10th—Pigs, pigs, pigs—an addition of six—total, twenty-eight.

I wrote shortly after my arrival here, recommending a speculation in slop clothes, Irish pork, and butter; if a cargo of it had arrived here about or before this time, it would have been very profitable to the owners. There has been no butter—any price could have been got for it. Pork, as I have already stated, has been selling for ten guineas per barrel; porter would also sell well.

I am sorry to state that two men were drowned in Melville Water last Tuesday, in consequence of intoxication—the bane of this country as of Ireland. I have been threshing to-day with new (patent it ought to be) machinery, viz., the bars of a ladder. The grain is good, but the head is small. More pigs to-day—total 32. They are a very troublesome stock.

Killed two cockatoos at one shot, and caught a small turtle.

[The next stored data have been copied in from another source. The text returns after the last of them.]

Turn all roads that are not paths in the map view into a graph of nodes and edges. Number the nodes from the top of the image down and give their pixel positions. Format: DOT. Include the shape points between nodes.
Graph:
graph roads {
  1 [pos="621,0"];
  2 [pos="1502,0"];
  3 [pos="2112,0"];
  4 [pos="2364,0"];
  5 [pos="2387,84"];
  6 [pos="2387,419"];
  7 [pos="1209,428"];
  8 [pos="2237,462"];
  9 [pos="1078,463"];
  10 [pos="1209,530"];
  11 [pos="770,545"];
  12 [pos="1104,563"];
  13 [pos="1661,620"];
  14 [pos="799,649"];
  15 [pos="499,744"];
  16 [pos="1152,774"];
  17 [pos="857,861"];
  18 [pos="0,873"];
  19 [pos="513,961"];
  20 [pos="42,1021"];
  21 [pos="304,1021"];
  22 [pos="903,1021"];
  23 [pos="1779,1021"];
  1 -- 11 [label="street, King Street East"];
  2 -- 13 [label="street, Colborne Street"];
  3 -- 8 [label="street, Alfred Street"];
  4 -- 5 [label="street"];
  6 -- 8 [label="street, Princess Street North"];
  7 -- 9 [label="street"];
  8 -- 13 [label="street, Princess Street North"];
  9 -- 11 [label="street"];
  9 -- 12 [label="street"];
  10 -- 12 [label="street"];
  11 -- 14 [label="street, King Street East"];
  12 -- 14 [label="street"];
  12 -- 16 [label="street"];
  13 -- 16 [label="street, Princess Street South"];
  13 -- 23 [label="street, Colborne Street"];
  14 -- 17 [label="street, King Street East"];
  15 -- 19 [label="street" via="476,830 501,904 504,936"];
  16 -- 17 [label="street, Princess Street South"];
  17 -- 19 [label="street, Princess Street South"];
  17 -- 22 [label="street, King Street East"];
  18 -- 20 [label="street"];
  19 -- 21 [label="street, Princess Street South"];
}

After these exploits, I tried to make a door, and with much labour planed one side, and shall put it up in this state tomorrow. Time is so precious that I cannot afford any portion of it for planing the other side.

I find that a surprising number of persons on their way to this settlement have been frightened out of their intentions by the people at the Cape, who seem to act as if they thought every injury which they inflict on us were a positive gain to themselves. Some people (whom we are much better without) have left this place without giving it a fair trial. We want quiet, hard-working, practical people—not gentlemen, nor adventurers: by gentlemen, here, I mean those who consider themselves degraded by pursuing any useful occupation. Let such stay away: better to have their room than their company.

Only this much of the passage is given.